His wife said lately she hesitates to take her twins outside to play in the yard.
“Our doors are always locked and I don’t even like to be in the yard anymore,” she said.
Dave Alperovitz was taking home a plate loaded with meatballs and macaroni for his wife, who couldn’t make the meeting. Mowery’s cheeseburger meatballs are popular with the neighbors and were definitely a draw for this meeting, along with other light fare and desserts. Those who attended were all given raffle tickets to win one of three motion-detector lights and a security camera, donated by Mowery’s car service business.

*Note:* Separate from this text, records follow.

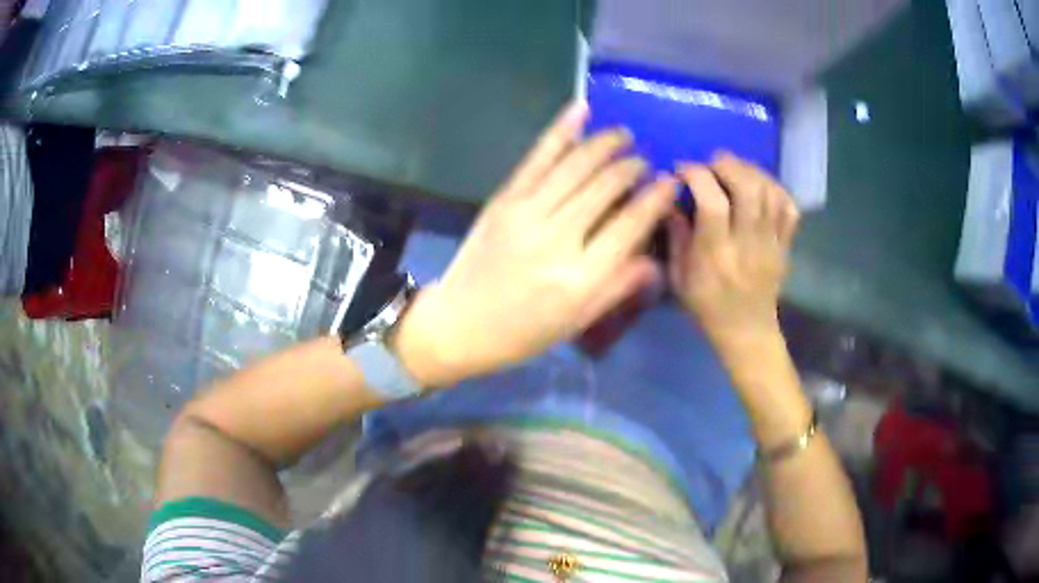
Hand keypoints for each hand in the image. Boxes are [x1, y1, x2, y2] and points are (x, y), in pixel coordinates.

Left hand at [395, 103, 677, 387]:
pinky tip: (581, 109)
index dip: (656, 198)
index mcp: (581, 277)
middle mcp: (557, 237)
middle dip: (632, 166)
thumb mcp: (577, 321)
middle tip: (644, 160)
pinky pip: (538, 157)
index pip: (631, 225)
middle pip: (606, 186)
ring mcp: (527, 212)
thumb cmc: (522, 332)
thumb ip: (618, 286)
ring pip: (576, 164)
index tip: (671, 182)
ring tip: (624, 135)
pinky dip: (561, 130)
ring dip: (605, 143)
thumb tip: (654, 257)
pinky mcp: (504, 199)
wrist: (458, 322)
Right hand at [667, 154, 799, 349]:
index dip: (696, 175)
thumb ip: (675, 237)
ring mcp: (771, 243)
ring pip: (769, 192)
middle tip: (712, 163)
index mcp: (717, 254)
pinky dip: (775, 188)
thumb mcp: (679, 279)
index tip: (682, 171)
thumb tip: (671, 199)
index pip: (713, 203)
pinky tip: (759, 186)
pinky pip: (789, 207)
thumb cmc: (707, 307)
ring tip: (734, 170)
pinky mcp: (785, 244)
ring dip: (750, 171)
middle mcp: (747, 243)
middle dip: (727, 165)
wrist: (748, 332)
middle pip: (748, 188)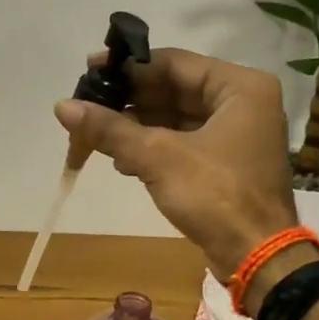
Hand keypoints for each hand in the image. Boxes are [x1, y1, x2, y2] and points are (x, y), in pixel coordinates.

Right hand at [55, 48, 300, 278]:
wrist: (256, 256)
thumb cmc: (215, 196)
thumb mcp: (158, 157)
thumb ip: (110, 129)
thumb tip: (62, 107)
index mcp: (240, 87)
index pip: (173, 63)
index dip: (128, 67)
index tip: (89, 72)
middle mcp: (242, 102)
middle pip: (174, 90)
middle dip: (129, 101)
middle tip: (86, 105)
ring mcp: (236, 134)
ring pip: (176, 118)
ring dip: (137, 125)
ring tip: (96, 135)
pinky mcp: (225, 163)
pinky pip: (182, 142)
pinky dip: (153, 146)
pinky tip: (121, 159)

One of those lucky winners was Ross Terrio of Ward 7 who, like Girard, crossed Ward lines to attend. He said he admired the way this neighborhood comes together.
“There are some parts of the city that have more apartments and so naturally residents are more transient. Here there are a lot of neighbors who have roots and that’s a big part of involvement, whether you feel tied to your community,” Terrio said. He also brought tidings of solidarity from Ward 6 Alderman Sebastian Sharonov, who could not attend because the meeting overlapped with a scheduled Board of Mayor and Aldermen meeting.
“In my ward we have a group that meets at the firehouse. We get maybe 20 people. Dan has really built this up, “Terrio said, pleased to be picked for a door prize.
Within 24 hours Huckins had circulated meeting minutes to everyone on the email distribution list with a summary of what was discussed. She said the goal will be to meet monthly and to keep everyone in the loop in the meantime.
“This is a good neighborhood and we want to keep it that way,” she said.